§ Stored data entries
- - - - - - -
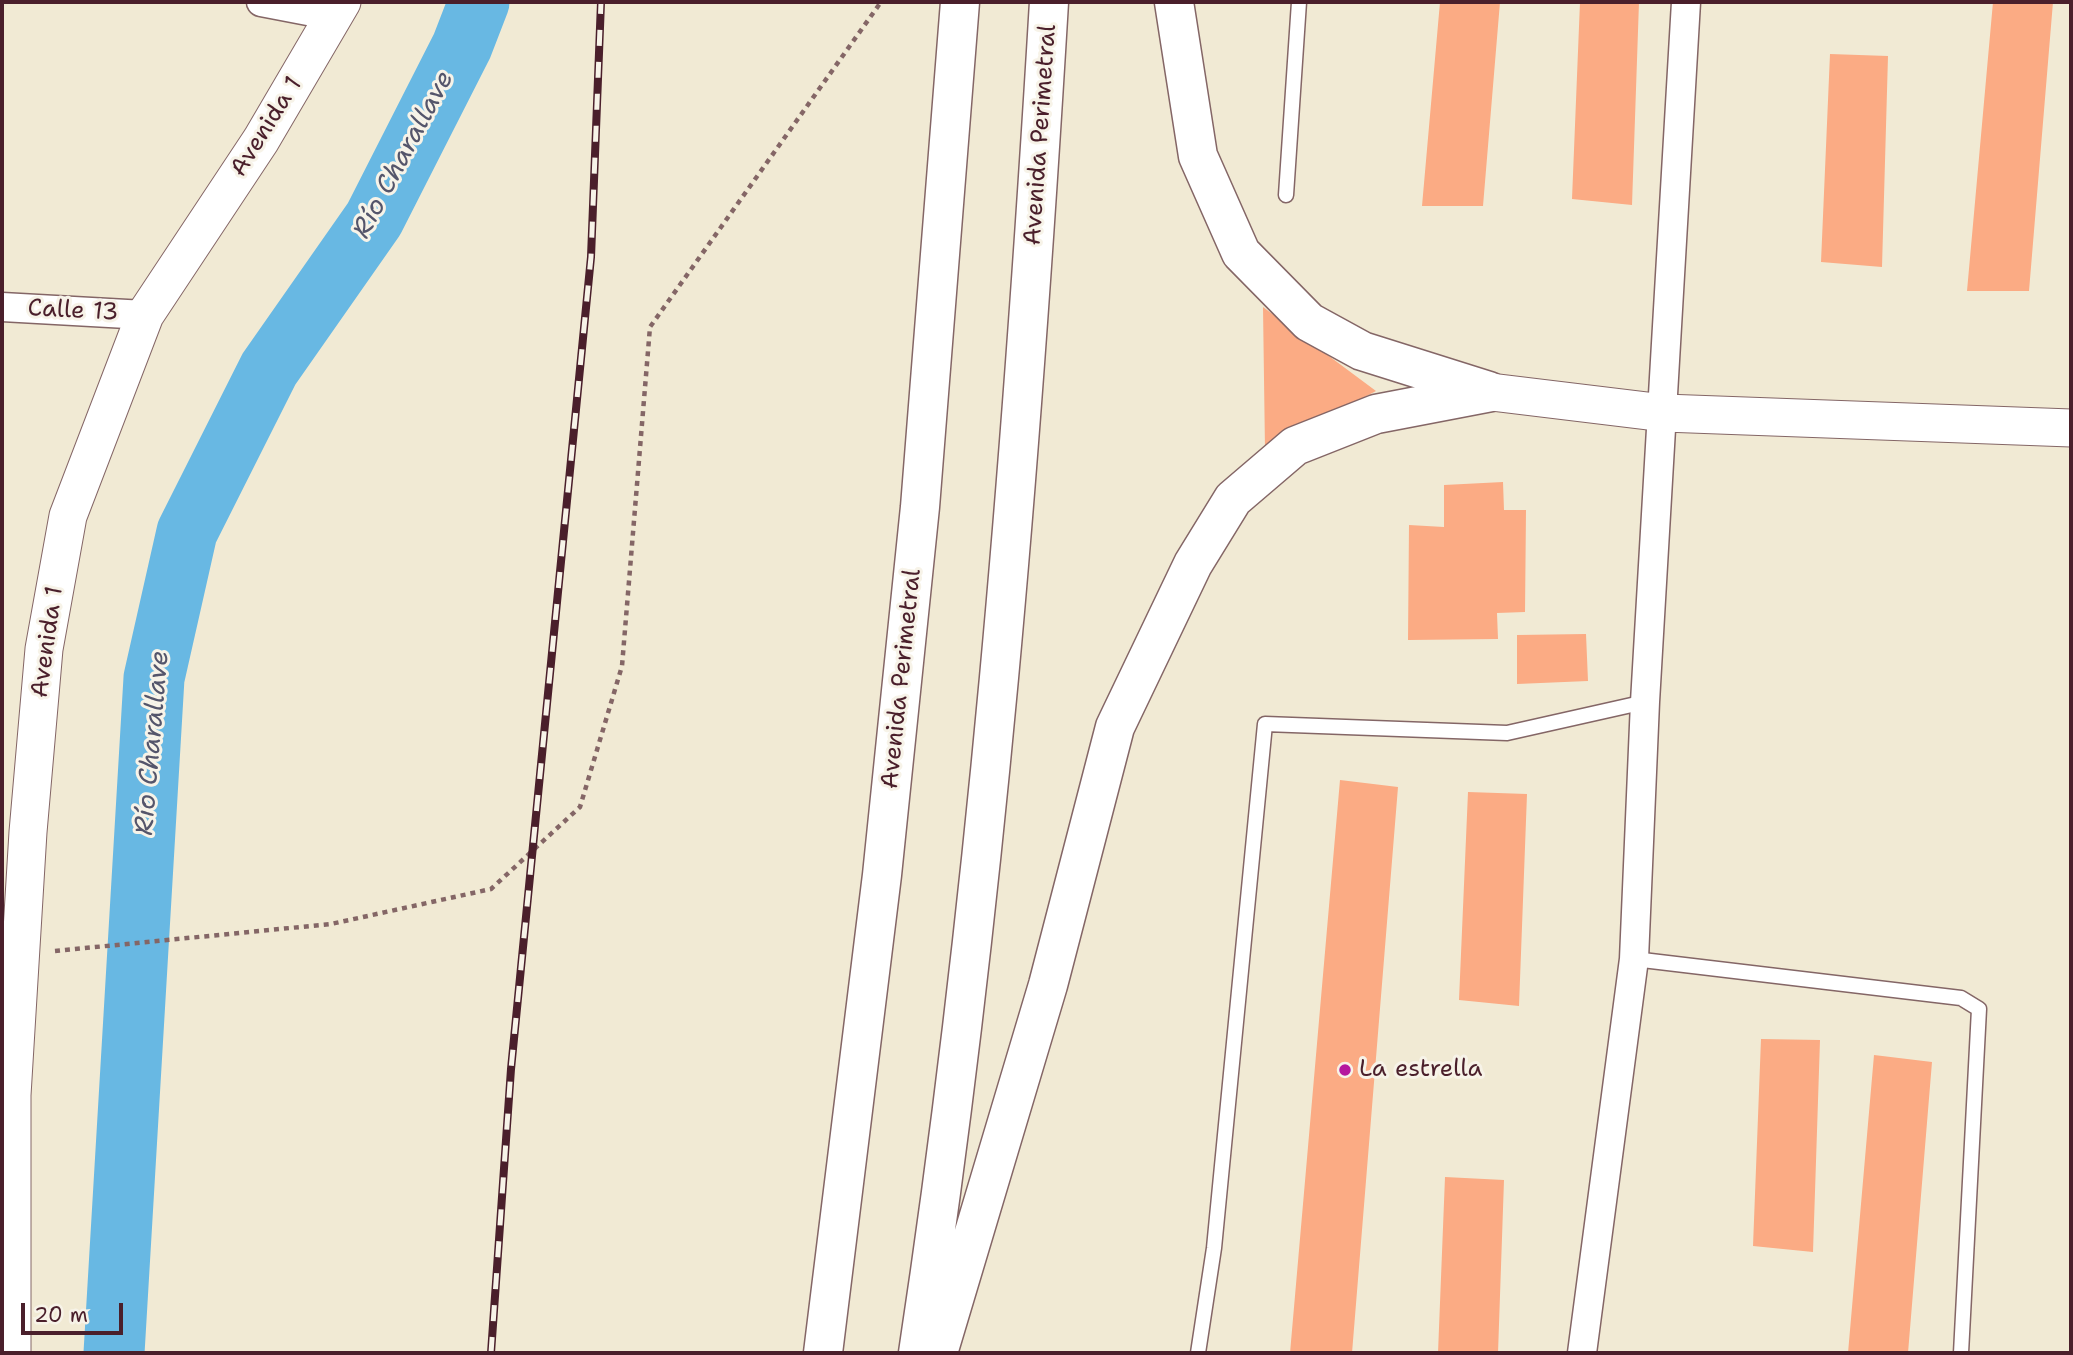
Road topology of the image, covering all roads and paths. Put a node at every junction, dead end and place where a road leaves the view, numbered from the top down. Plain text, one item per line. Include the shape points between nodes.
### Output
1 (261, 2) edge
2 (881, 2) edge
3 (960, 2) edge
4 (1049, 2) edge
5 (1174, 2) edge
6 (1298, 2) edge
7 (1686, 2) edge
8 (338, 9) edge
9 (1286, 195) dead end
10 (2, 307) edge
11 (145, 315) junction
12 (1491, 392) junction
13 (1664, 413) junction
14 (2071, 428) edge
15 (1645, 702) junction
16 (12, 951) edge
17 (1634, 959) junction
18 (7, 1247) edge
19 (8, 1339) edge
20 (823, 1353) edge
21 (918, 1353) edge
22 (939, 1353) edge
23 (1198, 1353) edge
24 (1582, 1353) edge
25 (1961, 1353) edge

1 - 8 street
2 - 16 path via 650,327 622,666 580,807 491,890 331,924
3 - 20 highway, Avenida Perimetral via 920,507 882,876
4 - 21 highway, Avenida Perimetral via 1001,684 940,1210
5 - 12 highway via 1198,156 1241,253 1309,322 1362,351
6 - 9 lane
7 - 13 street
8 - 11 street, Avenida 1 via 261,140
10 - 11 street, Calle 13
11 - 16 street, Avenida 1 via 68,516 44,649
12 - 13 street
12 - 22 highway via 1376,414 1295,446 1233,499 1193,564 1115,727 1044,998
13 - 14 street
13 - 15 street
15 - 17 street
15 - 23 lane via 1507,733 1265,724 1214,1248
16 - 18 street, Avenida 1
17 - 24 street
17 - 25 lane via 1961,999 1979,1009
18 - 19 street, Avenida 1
- - - - - - -
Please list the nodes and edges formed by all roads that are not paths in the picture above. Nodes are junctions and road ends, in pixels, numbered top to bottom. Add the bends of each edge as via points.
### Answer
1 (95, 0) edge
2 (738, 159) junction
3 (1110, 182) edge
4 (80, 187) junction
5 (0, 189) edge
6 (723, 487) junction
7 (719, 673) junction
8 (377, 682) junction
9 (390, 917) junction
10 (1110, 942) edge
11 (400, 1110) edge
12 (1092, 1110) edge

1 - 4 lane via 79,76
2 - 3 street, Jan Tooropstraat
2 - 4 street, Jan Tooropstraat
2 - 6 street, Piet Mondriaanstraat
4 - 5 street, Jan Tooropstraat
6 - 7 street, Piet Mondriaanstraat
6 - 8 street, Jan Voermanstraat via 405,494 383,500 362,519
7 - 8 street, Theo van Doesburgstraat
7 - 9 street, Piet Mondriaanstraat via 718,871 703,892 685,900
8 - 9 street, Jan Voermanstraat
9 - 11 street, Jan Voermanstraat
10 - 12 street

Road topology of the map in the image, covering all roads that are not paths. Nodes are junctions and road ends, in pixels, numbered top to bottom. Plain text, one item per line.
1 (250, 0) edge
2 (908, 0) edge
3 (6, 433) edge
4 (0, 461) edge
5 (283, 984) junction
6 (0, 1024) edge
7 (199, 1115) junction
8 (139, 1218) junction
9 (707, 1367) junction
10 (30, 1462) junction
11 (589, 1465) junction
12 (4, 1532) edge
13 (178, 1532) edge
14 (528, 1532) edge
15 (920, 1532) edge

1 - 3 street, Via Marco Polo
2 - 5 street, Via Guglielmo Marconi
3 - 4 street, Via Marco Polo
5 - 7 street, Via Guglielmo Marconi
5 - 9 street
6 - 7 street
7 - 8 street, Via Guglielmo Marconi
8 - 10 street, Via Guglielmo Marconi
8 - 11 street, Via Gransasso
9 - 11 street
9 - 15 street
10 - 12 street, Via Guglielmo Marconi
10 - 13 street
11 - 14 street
- - - - - - -
Whenever a line of the data holds the string "points", pick that line out.

§ Exercise response
Road topology of the image, covering all roads and paths. Put a node at every junction, dead end and place where a road leaves the view, numbered from the top down. Plain text, one item per line. Include the shape points between nodes.
Please list the nodes and edges formed by all roads that are not paths in the picture above. Nodes are junctions and road ends, in pixels, numbered top to bottom. Add the bends of each edge as via points.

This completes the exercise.